DATASET RECORDS:
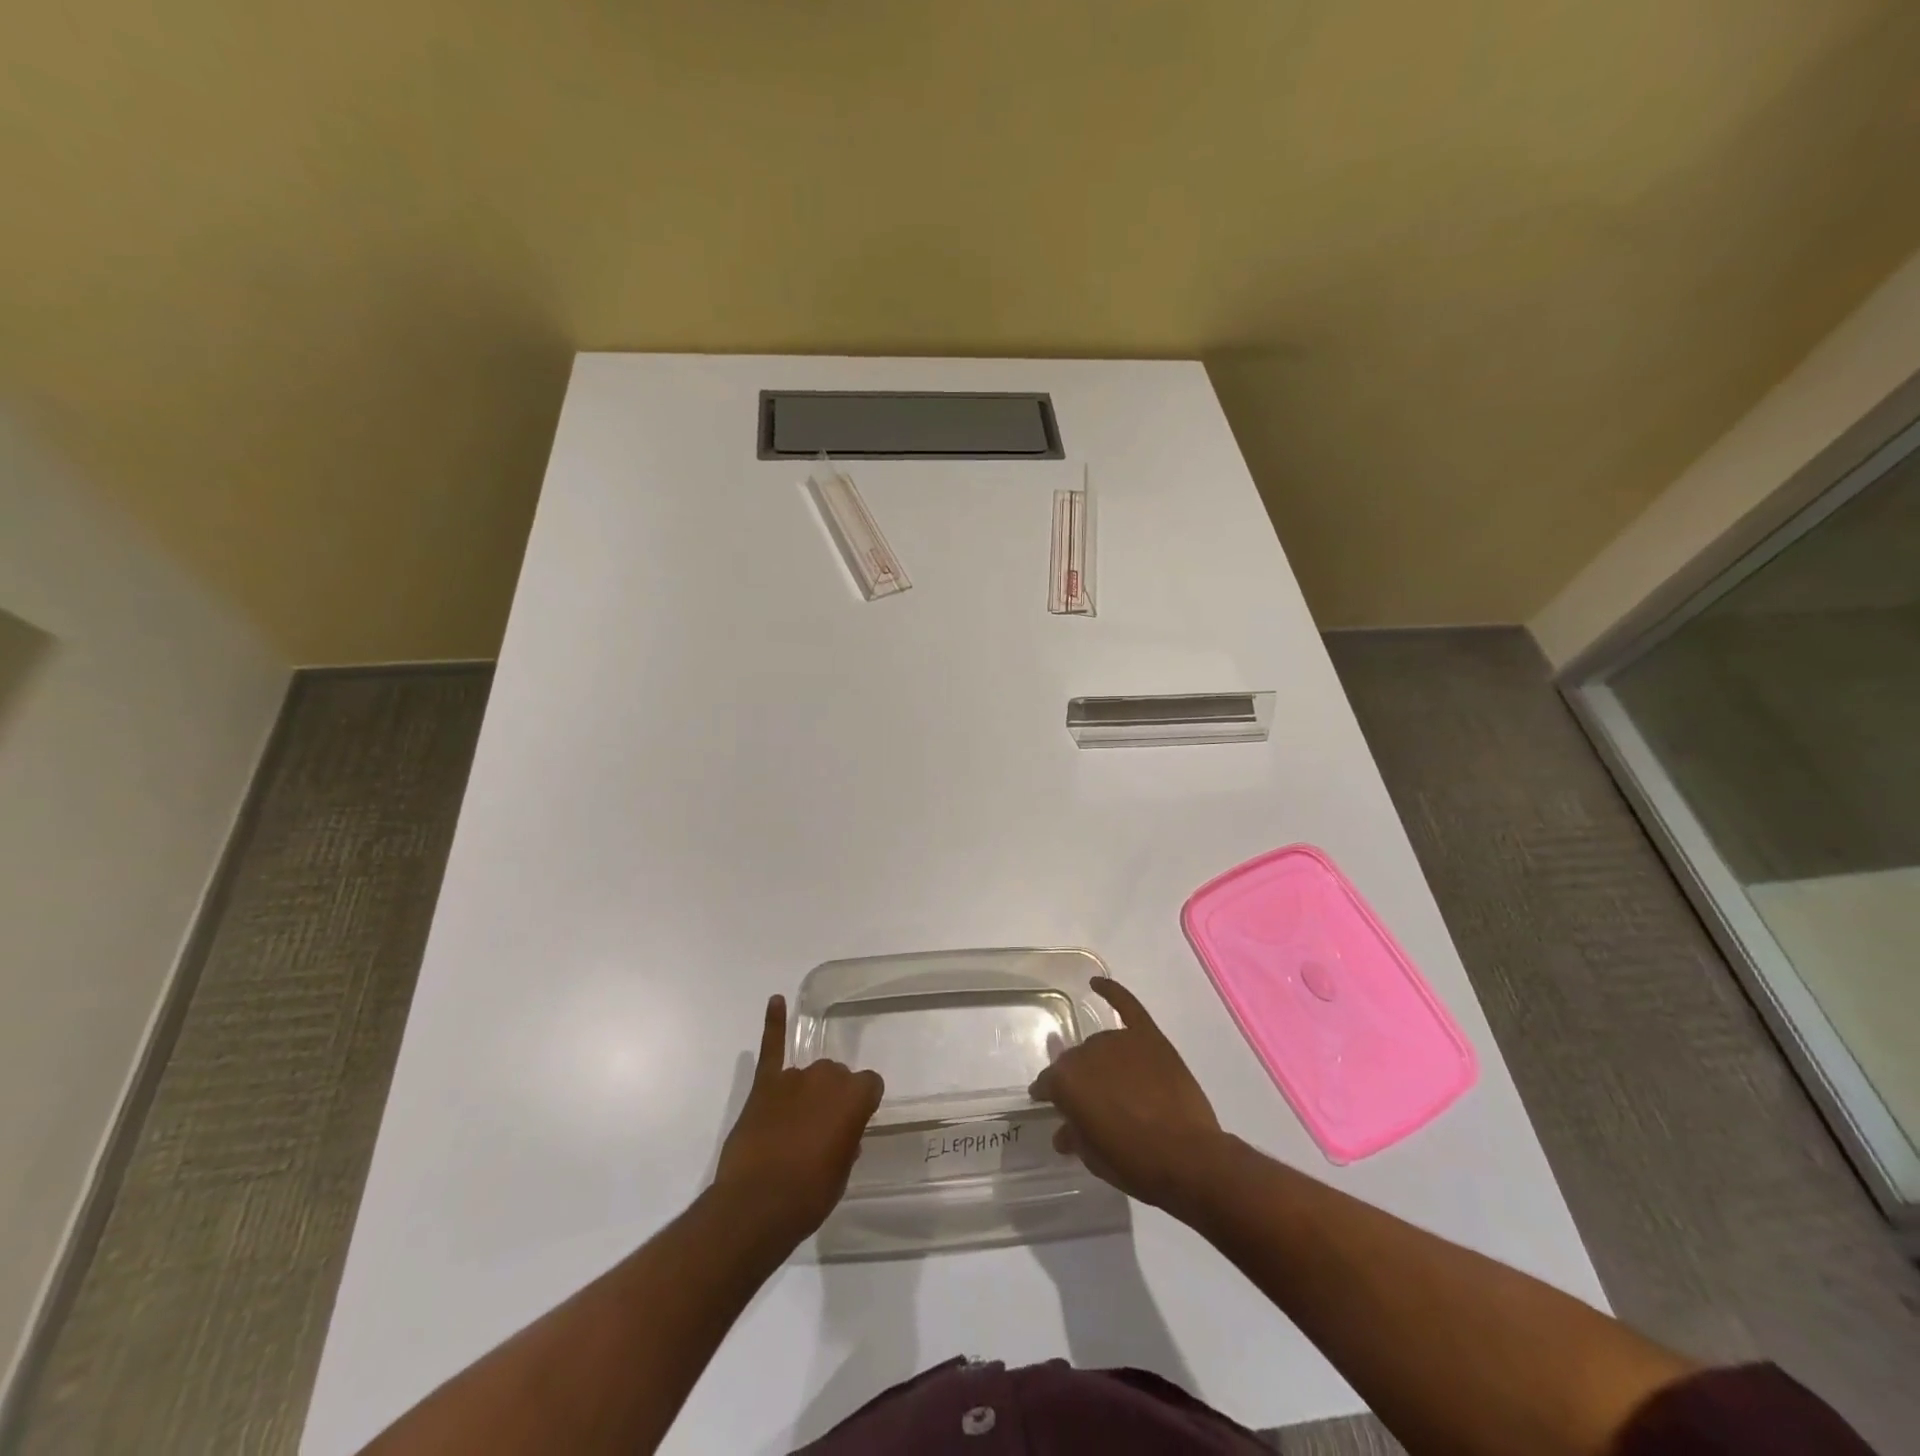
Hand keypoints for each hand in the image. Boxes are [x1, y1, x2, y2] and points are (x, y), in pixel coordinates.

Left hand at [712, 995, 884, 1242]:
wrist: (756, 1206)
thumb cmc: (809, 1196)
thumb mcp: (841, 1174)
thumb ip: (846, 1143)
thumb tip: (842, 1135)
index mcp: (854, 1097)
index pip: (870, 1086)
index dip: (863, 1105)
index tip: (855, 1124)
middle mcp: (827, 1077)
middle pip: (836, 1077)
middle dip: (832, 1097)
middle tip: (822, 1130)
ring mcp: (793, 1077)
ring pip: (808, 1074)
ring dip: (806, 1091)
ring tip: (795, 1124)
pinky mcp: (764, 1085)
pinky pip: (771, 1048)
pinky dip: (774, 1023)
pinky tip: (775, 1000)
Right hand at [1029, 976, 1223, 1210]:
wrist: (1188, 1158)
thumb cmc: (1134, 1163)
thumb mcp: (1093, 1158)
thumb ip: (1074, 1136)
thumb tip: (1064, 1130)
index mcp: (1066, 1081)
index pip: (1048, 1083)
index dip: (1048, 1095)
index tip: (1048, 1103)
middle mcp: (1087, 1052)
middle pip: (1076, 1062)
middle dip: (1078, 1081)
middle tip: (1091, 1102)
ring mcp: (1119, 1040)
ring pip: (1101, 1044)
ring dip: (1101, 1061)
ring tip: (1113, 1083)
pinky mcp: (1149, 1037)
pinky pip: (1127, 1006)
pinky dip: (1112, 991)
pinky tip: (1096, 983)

ABOUT THIS EXERCISE: Lines wanted from the listing above: the line with "pinky pip: (771, 1048)" up to and including the line with "ring mcp: (1119, 1040)". Please write them out exactly, adding nothing else.

PROBLEM SOLUTION:
pinky pip: (771, 1048)
pinky dip: (774, 1023)
pinky tip: (775, 1000)
Right hand at [1029, 976, 1223, 1210]:
wrist: (1188, 1158)
thumb cmc: (1134, 1163)
thumb mcp: (1093, 1158)
thumb ip: (1074, 1136)
thumb tip: (1064, 1130)
index mcp: (1066, 1081)
index pip: (1048, 1083)
index dip: (1048, 1095)
index tip: (1048, 1103)
middle mcp: (1087, 1052)
middle pip: (1076, 1062)
middle dip: (1078, 1081)
middle tip: (1091, 1102)
ring mcp: (1119, 1040)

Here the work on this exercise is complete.